Much to the dismay of all respectable foreigners in Vietnam, there is a very small yet highly visible (or audible) contingent of travelers who are neither nice nor unobtrusive. They typify everything that the idea of the “ugly American” (or Australian, or Dutchman) describes. They’re loud, obnoxious, and often drunk. They patronize the locals at the best of times, and vilify them at the worst, viewing them as an impedimence between their tour bus and Vietnam.
On more than one occasion, I have been near these winners in action. Every time I do, I wish I had a sign or a shirt that had printed on it, in a variety of local languages and dialects (for clarity) "I do not know this man."
I found myself sitting at a table with a member of the Vocal Minority during my first week in Ho Chi Minh City. We were at an outdoor table in the heart of the tourist area, eating our meals and watching the world - mostly composed of salespeople - go by.
These salespeople deserve explanation.
A number of enterprising Vietnamese have taken advantage of the fact that the city’s tourists are concentrated in a small area, and have set themselves up as (very) small businessmen-and-women. Shoe shines, pirated DVDs and books, knockoff watches, sunglasses, sex – it's all on offer in the course of a five-minute stroll.
One strategy is to approach tourists dining in restaurants. Good thinking – a pedestrian is on his way somewhere, and it is not very difficult to simply sidestep a salesperson. But in the restaurant, he’s a captive, bound by his meal.
Predictably, the stranger and I were approached by a number of hawkers, all of whom we politely declined. Eventually, a woman came to us. She wasn't selling anything, but merely asking for money. Again, we declined, and it was here that he decided to strike up a conversation with me.
“They make a good living, you know.”
I spluttered a little on my beer and asked him to come again.
“Begging – it’s a damn good living.”
This wasn't a whisper, either. The Vocal Minority thinks that nobody in Vietnam can understand English, so he was, for maximum attention, using his stage voice, projecting so that the entire restaurant could hear. Reluctant to converse with someone so insightful for fear of being put to shame, I pretended I hadn’t heard, and focused on a lizard on the wall and its efforts in flycatching. Thankfully, he let me off easy, and took the social cue.
I had to wonder, as I ate, what he meant. Was he under the impression that beggars started out as surgeons and hedge fund managers, but decided to turn to the equally lucrative industry of asking people for money because the hours were so much better? Did he know something I didn’t? Call me naïve, but I don’t think begging, in any context, can ever be referred to as “a damn good living.”

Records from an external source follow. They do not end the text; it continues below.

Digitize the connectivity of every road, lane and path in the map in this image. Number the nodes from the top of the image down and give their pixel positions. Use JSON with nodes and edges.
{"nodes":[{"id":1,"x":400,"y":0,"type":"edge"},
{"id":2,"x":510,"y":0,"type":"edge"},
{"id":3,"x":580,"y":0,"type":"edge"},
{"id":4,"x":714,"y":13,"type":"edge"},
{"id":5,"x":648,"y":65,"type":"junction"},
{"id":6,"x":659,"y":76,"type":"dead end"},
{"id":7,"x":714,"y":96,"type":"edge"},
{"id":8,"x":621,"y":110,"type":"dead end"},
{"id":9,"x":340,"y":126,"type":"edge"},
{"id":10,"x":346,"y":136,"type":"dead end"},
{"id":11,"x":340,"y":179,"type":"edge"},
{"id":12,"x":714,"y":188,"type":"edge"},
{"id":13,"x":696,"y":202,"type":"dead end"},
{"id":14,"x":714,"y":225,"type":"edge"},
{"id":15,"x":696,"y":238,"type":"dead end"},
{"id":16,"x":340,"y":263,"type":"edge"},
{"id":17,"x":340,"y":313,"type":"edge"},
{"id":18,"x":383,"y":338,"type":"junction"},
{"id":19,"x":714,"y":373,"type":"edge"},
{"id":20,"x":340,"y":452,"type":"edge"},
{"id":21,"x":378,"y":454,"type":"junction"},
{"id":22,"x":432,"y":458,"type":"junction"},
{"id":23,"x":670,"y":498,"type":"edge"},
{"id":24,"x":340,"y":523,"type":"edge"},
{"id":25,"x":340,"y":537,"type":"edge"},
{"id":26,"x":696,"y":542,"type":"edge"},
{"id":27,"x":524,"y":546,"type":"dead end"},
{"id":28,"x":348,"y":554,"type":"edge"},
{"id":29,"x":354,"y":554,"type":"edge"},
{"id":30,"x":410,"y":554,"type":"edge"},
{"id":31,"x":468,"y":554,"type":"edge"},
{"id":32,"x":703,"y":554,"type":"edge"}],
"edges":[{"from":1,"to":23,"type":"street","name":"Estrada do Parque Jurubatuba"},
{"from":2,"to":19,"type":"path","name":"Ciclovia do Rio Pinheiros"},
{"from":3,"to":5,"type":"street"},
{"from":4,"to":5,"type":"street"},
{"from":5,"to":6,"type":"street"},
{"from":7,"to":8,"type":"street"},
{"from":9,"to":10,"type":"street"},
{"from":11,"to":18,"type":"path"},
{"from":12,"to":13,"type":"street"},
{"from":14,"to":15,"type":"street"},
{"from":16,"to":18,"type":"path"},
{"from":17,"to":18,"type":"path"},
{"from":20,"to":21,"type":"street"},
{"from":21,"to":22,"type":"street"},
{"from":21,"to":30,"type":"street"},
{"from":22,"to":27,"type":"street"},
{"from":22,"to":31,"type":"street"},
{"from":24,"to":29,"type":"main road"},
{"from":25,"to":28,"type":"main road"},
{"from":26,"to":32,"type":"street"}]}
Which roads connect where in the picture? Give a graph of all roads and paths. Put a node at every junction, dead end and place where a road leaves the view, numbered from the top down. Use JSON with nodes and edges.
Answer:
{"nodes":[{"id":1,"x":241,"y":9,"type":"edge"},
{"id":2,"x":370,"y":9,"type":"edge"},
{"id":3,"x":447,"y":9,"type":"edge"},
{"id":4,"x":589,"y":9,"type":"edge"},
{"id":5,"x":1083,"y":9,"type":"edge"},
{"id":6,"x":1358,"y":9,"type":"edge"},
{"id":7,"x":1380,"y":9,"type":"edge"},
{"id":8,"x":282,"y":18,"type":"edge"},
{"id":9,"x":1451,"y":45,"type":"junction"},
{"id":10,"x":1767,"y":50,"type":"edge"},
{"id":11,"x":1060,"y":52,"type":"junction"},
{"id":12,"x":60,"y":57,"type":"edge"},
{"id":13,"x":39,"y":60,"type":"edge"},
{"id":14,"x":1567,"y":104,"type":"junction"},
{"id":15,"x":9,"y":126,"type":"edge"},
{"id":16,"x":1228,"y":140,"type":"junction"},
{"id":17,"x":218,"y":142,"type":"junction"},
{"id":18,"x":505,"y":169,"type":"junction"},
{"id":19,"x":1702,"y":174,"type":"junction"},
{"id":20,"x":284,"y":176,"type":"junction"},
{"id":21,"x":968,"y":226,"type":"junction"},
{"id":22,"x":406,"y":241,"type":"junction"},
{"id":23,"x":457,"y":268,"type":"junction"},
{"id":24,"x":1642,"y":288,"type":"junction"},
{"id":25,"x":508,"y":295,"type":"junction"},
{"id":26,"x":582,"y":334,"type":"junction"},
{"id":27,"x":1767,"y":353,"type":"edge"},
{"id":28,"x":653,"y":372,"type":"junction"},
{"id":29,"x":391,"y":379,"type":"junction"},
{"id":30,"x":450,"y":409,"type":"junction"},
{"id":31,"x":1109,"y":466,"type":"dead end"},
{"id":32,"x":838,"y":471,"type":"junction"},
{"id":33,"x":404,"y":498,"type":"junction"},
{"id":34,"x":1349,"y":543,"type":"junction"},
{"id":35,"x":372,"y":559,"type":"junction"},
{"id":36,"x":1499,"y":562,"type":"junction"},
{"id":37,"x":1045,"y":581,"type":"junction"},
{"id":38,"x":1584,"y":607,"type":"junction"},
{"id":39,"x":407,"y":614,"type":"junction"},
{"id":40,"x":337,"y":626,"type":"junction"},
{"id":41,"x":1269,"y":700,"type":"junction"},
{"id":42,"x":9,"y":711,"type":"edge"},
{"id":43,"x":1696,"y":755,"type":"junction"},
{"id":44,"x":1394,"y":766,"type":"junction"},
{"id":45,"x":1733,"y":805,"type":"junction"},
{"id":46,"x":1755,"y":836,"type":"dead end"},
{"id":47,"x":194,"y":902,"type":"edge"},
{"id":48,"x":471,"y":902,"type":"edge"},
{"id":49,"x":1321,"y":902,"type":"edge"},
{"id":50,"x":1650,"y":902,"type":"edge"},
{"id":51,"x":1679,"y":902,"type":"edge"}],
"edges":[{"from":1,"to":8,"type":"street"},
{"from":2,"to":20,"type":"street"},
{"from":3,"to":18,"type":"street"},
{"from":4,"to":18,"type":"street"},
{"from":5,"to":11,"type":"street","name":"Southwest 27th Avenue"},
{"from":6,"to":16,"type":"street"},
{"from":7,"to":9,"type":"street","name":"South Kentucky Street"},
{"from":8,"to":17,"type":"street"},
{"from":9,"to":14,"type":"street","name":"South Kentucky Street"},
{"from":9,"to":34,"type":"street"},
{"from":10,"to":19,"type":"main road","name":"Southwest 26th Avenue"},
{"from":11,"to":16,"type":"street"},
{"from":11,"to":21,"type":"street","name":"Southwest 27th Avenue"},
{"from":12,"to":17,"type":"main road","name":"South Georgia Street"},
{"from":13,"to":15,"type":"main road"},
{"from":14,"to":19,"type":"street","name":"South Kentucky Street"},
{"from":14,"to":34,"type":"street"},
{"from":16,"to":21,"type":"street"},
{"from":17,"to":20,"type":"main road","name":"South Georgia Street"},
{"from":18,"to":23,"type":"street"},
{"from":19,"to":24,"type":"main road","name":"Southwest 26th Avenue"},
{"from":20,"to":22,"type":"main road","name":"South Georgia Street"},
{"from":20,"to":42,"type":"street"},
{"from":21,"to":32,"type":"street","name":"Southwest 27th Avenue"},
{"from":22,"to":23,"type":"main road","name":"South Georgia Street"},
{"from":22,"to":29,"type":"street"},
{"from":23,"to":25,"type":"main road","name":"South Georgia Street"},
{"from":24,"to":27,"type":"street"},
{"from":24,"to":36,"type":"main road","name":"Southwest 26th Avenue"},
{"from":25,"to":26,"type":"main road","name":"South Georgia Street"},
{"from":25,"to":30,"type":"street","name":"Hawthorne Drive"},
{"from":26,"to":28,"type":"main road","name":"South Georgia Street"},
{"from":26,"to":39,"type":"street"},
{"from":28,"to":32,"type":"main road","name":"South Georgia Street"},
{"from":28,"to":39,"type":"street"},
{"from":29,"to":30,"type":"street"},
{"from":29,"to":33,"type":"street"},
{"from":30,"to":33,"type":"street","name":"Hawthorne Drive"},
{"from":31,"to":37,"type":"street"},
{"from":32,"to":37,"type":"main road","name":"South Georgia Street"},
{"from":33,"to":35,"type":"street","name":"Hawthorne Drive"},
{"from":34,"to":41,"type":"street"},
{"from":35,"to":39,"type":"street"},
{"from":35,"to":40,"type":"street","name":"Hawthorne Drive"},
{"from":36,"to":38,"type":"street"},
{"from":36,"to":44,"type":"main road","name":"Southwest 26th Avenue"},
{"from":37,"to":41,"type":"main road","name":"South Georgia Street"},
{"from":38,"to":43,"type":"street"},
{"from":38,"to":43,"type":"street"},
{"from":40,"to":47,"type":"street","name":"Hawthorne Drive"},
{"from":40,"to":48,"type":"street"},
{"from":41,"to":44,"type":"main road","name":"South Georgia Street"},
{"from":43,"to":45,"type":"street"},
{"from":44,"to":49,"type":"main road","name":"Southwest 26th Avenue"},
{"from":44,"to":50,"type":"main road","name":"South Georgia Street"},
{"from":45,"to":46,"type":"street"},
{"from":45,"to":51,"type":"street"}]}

But he wasn’t done yet. A few minutes later, a watch salesman approached us. The Vocal Minority looked at me, winked conspiratorially, and then beckoned the man over to his table. He then spent the next several minutes asking pointed questions about one watch: where was it made, how much was it, would it last, was it waterproof? Ten minutes were spent with the VM turning it over and over in his hands, giving all appearances of being on the brink of a sale. Then, without any warning, he said “nah, not for me,” returned the watch, and sent the salesman on his way. It had all been a game, a deliberate waste of the man’s time when a simple “no thank you” would have sufficed.
He really showed that guy.
I should mention that this man did give money to one hawker. It was difficult for me to believe, too, after I saw his displays with the other two, but once I put it together it all became clear. For a guy as special as my dinner companion deserves a very, very special kind of hawker.
These women are my favourite, because they are experts in the psychology of the Vocal Minority. They recognize that these types are notoriously tight-fisted, and they will never give money to beggars, so they disguise themselves. A woman, usually with a child in tow, will walk the streets armed with a few packs of Kleenex and gum, ostensibly trying to sell them. When she approaches middle-aged, balding tourist , he will make a big show of patting the child and giving some money. However, when the woman goes to give him his Kleenex, he puts both hands up in a show of faux generosity. “No, you take that,” he says, and the woman puts on a show of absolute gratitude and leaves, walking backwards so as not to turn her back on such a gentleman.
That’s the genius of these hawkers – they’re not selling Kleenex, they’re not selling gum, and they’re not begging. Rather, they’re selling feelings. Through this elaborate street theater production, where everyone knows their role, the hawkers are successfully selling self-worth, importance, and magnanimity.
It’s simple business. Supply and demand. Recognise these loud, brash tourists’ underlying sense of inadequacy and offer to fill it for a couple bucks. I, for one, admire these hawkers’ acumen – and if someone told me they make a good living, I just might believe it.